Days spent with my father are as gone as living beings that became fossils on another planet, with no one to tell their tale.

I only have this moment to call my own.

My nieces and nephews will have a few memories of their uncle that became part of their narratives they pass on now and in the future.

Every day, I gain a bit of wisdom, creating an insight from my observations.

What have I gained from today?

My grandfather and his brother in-law (my great-uncle) both served in the U.S. Navy during WWII — the former remaining a career sailor, the latter returning to civilian life as a U.S. Postal Inspector.

My father, a youth at that time, had plenty of heroes to call his own — war heroes, film heroes — because he was, in part, making up for the lack of his biological father.

In my youth, who were my heroes?  Richard Nixon and his staff, my father, my Scout leaders, some of my teachers, actors who played James Bond, Euell Gibbons, Alfred Hitchcock, Robert Rodale, Red Skelton, and others.

I didn’t have any war heroes.  The Vietnam War was not the type of engagement that the mass media used to create heroes for kids.  We learned about heroes of other wars like George Washington, Sergeant York and General Patton.  We watched protest marches and heard about European terrorist groups like the Red Brigade and American criminals like the Symbionese Liberation Army.

The battle for my set of thoughts was fought not in terms of Axis vs. Allies but cocaine-filled discotheques fueled by bands like the Bee Gees and Donna Summer vs.
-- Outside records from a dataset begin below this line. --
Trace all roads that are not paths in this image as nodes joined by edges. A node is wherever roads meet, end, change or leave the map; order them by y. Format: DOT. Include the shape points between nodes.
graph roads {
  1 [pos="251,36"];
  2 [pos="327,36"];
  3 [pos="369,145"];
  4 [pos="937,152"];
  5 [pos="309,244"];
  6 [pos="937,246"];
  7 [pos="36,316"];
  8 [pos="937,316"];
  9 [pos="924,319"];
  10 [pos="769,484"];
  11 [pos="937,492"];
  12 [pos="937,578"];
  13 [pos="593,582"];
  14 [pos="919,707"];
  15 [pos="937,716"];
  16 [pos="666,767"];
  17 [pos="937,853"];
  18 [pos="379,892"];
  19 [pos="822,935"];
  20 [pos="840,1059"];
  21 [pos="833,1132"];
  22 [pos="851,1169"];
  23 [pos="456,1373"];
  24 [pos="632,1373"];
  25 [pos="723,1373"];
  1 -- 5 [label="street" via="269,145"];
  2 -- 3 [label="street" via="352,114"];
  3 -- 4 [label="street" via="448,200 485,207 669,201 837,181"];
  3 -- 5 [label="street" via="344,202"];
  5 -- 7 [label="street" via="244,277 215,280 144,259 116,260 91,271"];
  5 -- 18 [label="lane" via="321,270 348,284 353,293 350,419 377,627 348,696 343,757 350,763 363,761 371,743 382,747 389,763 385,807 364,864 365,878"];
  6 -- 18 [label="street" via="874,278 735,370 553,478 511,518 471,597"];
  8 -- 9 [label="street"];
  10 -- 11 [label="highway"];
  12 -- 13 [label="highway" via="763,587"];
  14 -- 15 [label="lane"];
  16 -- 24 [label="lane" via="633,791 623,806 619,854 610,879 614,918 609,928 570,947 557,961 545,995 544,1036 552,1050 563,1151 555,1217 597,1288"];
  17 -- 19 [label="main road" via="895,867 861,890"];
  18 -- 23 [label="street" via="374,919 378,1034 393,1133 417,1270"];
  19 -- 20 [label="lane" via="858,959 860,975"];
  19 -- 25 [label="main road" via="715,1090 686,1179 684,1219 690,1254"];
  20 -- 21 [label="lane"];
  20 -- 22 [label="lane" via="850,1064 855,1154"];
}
Boy Scout campfire songs and summer church camp singalongs.

The clash of subcultures continues unabated.

In 1,000 years, the fossilised remains of today’s subcultures will be studied for the minute traces of continuity between one time period and another.  Genealogical institutes will try to connect heroes of the past to common people wanting a feeling of blood-related significance.

The cycles go on and on.

What kinds of songs are we teaching our children?  Singalong songs that were the pop culture tunes of their day or modern songs that reflect the tastes of today?

More importantly, are we creating heroes that our children will continue to admire in their senior years, long after we’re gone?

Do we have to have heroes to give meaning to our lives?

Do we have to have children to leave a legacy and/or do we have to leave a legacy at all, knowing we’re always part of the multiple lifecycles of the universe?